Equality VS Equity VS Justice

Equality VS Equity VS Justice

Equity > Equality


Lately Cora has been asking the question, “Who do you love most?”. The knee jerk response is “I love you both equally”. But that’s not true, and it’s not fair to them. Kids don’t want to all be treated exactly the same. The want to be loved in a way that is right for them. The hard part about this, is that all things equal would be easier on us as parents.

Something as simple as the gummy vitamins: 2 for you, 2 for him. Equal. But we can’t do that. Dosage goes by weight. She’s bigger than he is. 2 for you, 1 for him is equity.

The same goes for their socialization. Cora needed lots of guided small group activities with me present. She was incredibly shy and anxious as a young toddler and it took a lot to get her to participate with other kids. Max just needs a park and he is happy to play with anyone. I did feel guilty for a while about not putting Max in as many guided activities, but reflecting on his personality and needs made me realize that he would have fun, but he does need that like Cora did.

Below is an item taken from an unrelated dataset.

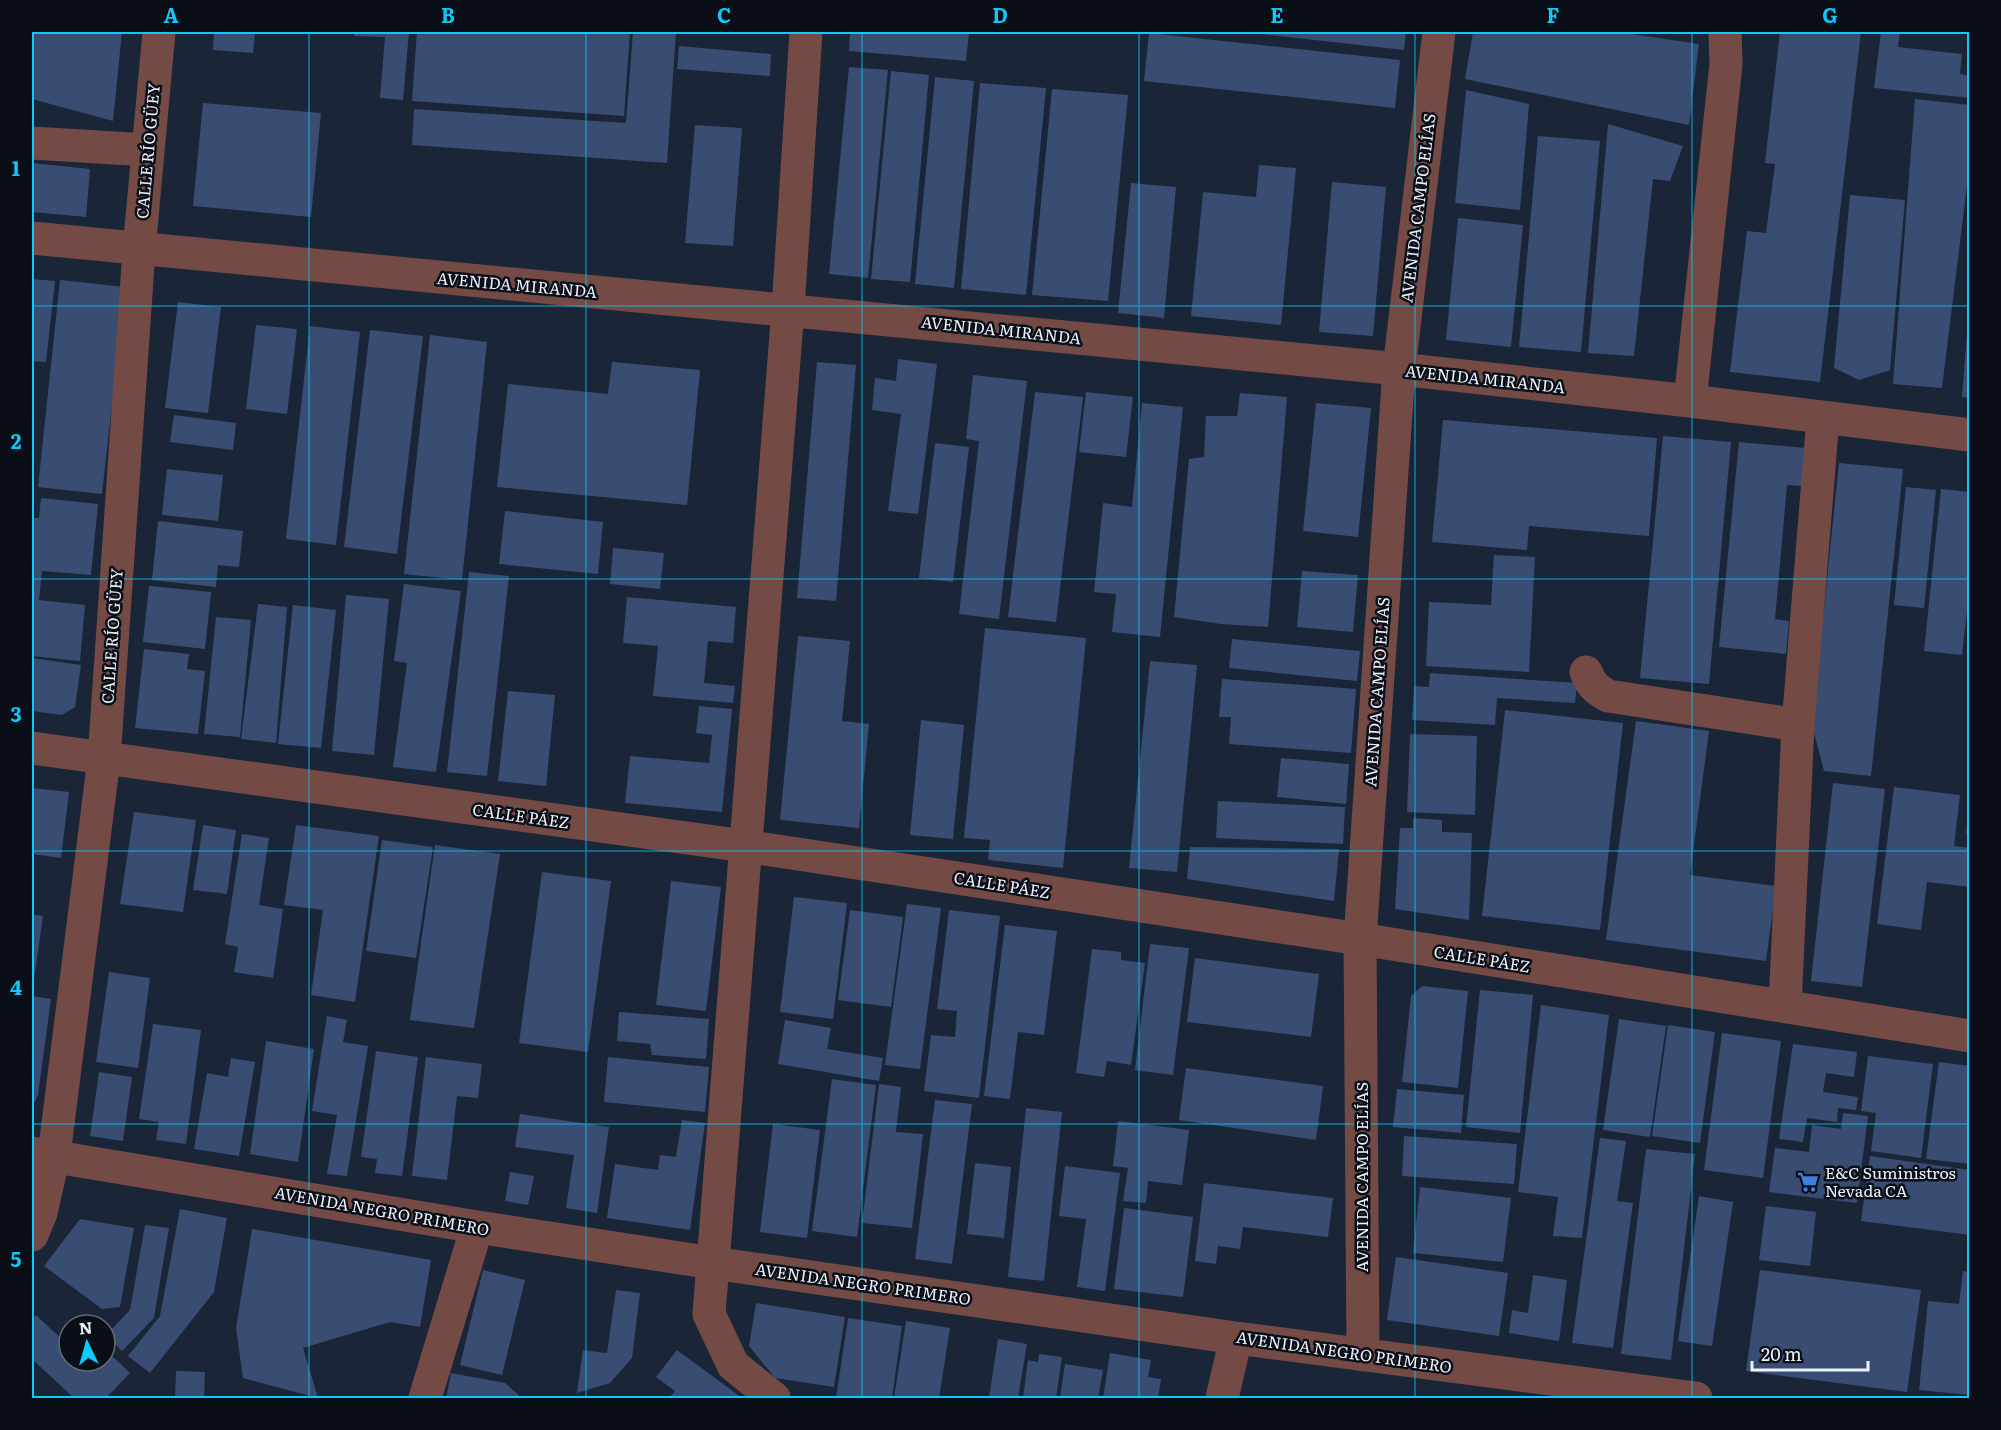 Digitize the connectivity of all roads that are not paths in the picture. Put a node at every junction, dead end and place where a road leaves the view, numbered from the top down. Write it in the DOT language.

Max needs LOTS of physical activity. Cora is happy to paint and cook and read books all day, but she also likes to be outside. Equal time on each activity wouldn’t be fair. Max also needs naps. We are adjusting and now do our whole family time activities outside, and during nap time Cora gets her quiet activity time with mom.

These are things we do as parents naturally. But pointing it out is important. As my children get older, if they are anything like I was, they will accuse me of not being fair. The trouble comes when explaining this equity vs equality thing without putting your kids in roles. Try to address the needs of each child rather than place them in a role when explaining why. Or bride them with chocolate, whatever works best for you.

Roles

Max needs to be carried right now.

Why? I want to be carried!!

He’s a baby. You’re a big girl.

I’m a baby too! Carry me too!

vs.

Needs

Max needs to be carried right now.

Why? I want to be carried!!

His legs are tired. Are your legs tired?

Yeah. Okay, I don’t have enough hands to carry everyone, should we stop to rest our legs?

vs.

Chocolate (my reality)
Max needs to be carried right now.

Why? I want to be carried!!

UGH! Why did I not bring in the stroller?! Cora, I know you’re tired can you please just walk right now to help me? You can have a chocolate when we get in the car for being brave!

These are just 3 of the awesome takeaways from the book. Again, to reiterate, I am far from a parenting expert or perfect parent, but on National Sibling Day, I felt it was a good time to reflect on one of my recent reads and share what I learned. I would recommend if you have a sibling, or have a child. Even a single child. So many single children have cousins or very close friendships over their life that resemble sibling relationships and all of this information is really useful.

One last thing, Alex, if you are reading, I’m sorry. Read the book. It helps. I love you, even though I often pretended to hate you.